▸ **About this exercise**
Could you restate the data word for word?

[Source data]
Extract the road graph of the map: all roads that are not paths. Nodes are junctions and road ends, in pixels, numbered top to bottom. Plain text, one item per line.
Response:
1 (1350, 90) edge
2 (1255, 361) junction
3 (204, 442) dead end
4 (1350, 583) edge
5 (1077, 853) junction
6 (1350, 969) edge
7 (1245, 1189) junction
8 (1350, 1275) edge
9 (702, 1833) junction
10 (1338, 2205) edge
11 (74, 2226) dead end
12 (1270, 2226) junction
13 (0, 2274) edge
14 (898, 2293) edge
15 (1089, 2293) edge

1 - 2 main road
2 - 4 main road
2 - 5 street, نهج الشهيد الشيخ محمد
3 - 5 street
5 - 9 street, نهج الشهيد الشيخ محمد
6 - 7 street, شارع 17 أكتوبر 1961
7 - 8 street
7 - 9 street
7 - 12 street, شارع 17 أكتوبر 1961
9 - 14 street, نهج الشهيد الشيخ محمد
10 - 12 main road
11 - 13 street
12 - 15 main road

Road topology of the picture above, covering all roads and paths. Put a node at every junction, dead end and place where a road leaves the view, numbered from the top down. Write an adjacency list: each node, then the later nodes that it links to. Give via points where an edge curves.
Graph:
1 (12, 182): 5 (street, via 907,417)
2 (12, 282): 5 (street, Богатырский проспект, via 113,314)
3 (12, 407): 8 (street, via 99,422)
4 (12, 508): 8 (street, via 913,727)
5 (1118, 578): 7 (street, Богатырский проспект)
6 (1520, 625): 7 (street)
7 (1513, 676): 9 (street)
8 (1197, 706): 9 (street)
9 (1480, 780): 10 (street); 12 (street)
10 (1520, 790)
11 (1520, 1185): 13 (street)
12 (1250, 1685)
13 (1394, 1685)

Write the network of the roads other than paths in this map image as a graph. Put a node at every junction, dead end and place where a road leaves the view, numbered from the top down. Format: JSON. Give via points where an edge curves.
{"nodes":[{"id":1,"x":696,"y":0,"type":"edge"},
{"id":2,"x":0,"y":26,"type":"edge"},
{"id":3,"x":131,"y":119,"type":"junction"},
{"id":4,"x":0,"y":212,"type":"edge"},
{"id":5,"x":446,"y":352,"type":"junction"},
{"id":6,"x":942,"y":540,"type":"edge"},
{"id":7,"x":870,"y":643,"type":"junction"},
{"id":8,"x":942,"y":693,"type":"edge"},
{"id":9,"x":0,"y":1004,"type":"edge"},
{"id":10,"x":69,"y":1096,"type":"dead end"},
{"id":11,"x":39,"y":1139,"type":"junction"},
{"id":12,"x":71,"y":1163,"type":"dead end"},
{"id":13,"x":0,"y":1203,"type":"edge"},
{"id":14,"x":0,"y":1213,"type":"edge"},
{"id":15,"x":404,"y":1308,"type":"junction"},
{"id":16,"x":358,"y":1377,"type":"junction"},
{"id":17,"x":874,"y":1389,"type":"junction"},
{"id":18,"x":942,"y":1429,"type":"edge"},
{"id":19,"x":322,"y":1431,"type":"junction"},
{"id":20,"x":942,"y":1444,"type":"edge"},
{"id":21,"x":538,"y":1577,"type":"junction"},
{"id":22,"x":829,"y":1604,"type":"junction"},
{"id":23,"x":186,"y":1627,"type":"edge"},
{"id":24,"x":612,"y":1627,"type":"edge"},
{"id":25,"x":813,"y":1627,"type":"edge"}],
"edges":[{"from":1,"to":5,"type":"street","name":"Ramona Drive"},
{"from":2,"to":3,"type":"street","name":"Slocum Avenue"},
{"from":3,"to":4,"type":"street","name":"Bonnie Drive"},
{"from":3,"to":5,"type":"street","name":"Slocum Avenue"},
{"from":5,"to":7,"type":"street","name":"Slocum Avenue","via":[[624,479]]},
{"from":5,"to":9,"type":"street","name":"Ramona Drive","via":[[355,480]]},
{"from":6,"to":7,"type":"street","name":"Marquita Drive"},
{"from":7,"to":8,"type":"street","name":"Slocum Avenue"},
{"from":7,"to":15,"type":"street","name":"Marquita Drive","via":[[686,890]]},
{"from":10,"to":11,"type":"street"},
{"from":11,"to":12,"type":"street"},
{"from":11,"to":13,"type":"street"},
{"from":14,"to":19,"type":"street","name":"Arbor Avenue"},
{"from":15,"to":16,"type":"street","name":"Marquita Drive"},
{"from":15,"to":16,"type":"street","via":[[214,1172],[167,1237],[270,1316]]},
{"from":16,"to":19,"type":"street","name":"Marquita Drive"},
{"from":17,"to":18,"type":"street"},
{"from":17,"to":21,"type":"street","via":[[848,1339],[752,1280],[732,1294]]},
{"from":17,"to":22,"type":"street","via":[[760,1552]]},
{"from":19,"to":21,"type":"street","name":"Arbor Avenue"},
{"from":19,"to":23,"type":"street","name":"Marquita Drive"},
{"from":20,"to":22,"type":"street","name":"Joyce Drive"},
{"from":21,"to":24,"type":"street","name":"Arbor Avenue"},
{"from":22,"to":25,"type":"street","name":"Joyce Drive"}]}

▸ **Exercise output**
Extract the road graph of the map: all roads that are not paths. Nodes are junctions and road ends, in pixels, numbered top to bottom. Plain text, one item per line.
Response:
1 (1350, 90) edge
2 (1255, 361) junction
3 (204, 442) dead end
4 (1350, 583) edge
5 (1077, 853) junction
6 (1350, 969) edge
7 (1245, 1189) junction
8 (1350, 1275) edge
9 (702, 1833) junction
10 (1338, 2205) edge
11 (74, 2226) dead end
12 (1270, 2226) junction
13 (0, 2274) edge
14 (898, 2293) edge
15 (1089, 2293) edge

1 - 2 main road
2 - 4 main road
2 - 5 street, نهج الشهيد الشيخ محمد
3 - 5 street
5 - 9 street, نهج الشهيد الشيخ محمد
6 - 7 street, شارع 17 أكتوبر 1961
7 - 8 street
7 - 9 street
7 - 12 street, شارع 17 أكتوبر 1961
9 - 14 street, نهج الشهيد الشيخ محمد
10 - 12 main road
11 - 13 street
12 - 15 main road

Road topology of the picture above, covering all roads and paths. Put a node at every junction, dead end and place where a road leaves the view, numbered from the top down. Write an adjacency list: each node, then the later nodes that it links to. Give via points where an edge curves.
Graph:
1 (12, 182): 5 (street, via 907,417)
2 (12, 282): 5 (street, Богатырский проспект, via 113,314)
3 (12, 407): 8 (street, via 99,422)
4 (12, 508): 8 (street, via 913,727)
5 (1118, 578): 7 (street, Богатырский проспект)
6 (1520, 625): 7 (street)
7 (1513, 676): 9 (street)
8 (1197, 706): 9 (street)
9 (1480, 780): 10 (street); 12 (street)
10 (1520, 790)
11 (1520, 1185): 13 (street)
12 (1250, 1685)
13 (1394, 1685)

Write the network of the roads other than paths in this map image as a graph. Put a node at every junction, dead end and place where a road leaves the view, numbered from the top down. Format: JSON. Give via points where an edge curves.
{"nodes":[{"id":1,"x":696,"y":0,"type":"edge"},
{"id":2,"x":0,"y":26,"type":"edge"},
{"id":3,"x":131,"y":119,"type":"junction"},
{"id":4,"x":0,"y":212,"type":"edge"},
{"id":5,"x":446,"y":352,"type":"junction"},
{"id":6,"x":942,"y":540,"type":"edge"},
{"id":7,"x":870,"y":643,"type":"junction"},
{"id":8,"x":942,"y":693,"type":"edge"},
{"id":9,"x":0,"y":1004,"type":"edge"},
{"id":10,"x":69,"y":1096,"type":"dead end"},
{"id":11,"x":39,"y":1139,"type":"junction"},
{"id":12,"x":71,"y":1163,"type":"dead end"},
{"id":13,"x":0,"y":1203,"type":"edge"},
{"id":14,"x":0,"y":1213,"type":"edge"},
{"id":15,"x":404,"y":1308,"type":"junction"},
{"id":16,"x":358,"y":1377,"type":"junction"},
{"id":17,"x":874,"y":1389,"type":"junction"},
{"id":18,"x":942,"y":1429,"type":"edge"},
{"id":19,"x":322,"y":1431,"type":"junction"},
{"id":20,"x":942,"y":1444,"type":"edge"},
{"id":21,"x":538,"y":1577,"type":"junction"},
{"id":22,"x":829,"y":1604,"type":"junction"},
{"id":23,"x":186,"y":1627,"type":"edge"},
{"id":24,"x":612,"y":1627,"type":"edge"},
{"id":25,"x":813,"y":1627,"type":"edge"}],
"edges":[{"from":1,"to":5,"type":"street","name":"Ramona Drive"},
{"from":2,"to":3,"type":"street","name":"Slocum Avenue"},
{"from":3,"to":4,"type":"street","name":"Bonnie Drive"},
{"from":3,"to":5,"type":"street","name":"Slocum Avenue"},
{"from":5,"to":7,"type":"street","name":"Slocum Avenue","via":[[624,479]]},
{"from":5,"to":9,"type":"street","name":"Ramona Drive","via":[[355,480]]},
{"from":6,"to":7,"type":"street","name":"Marquita Drive"},
{"from":7,"to":8,"type":"street","name":"Slocum Avenue"},
{"from":7,"to":15,"type":"street","name":"Marquita Drive","via":[[686,890]]},
{"from":10,"to":11,"type":"street"},
{"from":11,"to":12,"type":"street"},
{"from":11,"to":13,"type":"street"},
{"from":14,"to":19,"type":"street","name":"Arbor Avenue"},
{"from":15,"to":16,"type":"street","name":"Marquita Drive"},
{"from":15,"to":16,"type":"street","via":[[214,1172],[167,1237],[270,1316]]},
{"from":16,"to":19,"type":"street","name":"Marquita Drive"},
{"from":17,"to":18,"type":"street"},
{"from":17,"to":21,"type":"street","via":[[848,1339],[752,1280],[732,1294]]},
{"from":17,"to":22,"type":"street","via":[[760,1552]]},
{"from":19,"to":21,"type":"street","name":"Arbor Avenue"},
{"from":19,"to":23,"type":"street","name":"Marquita Drive"},
{"from":20,"to":22,"type":"street","name":"Joyce Drive"},
{"from":21,"to":24,"type":"street","name":"Arbor Avenue"},
{"from":22,"to":25,"type":"street","name":"Joyce Drive"}]}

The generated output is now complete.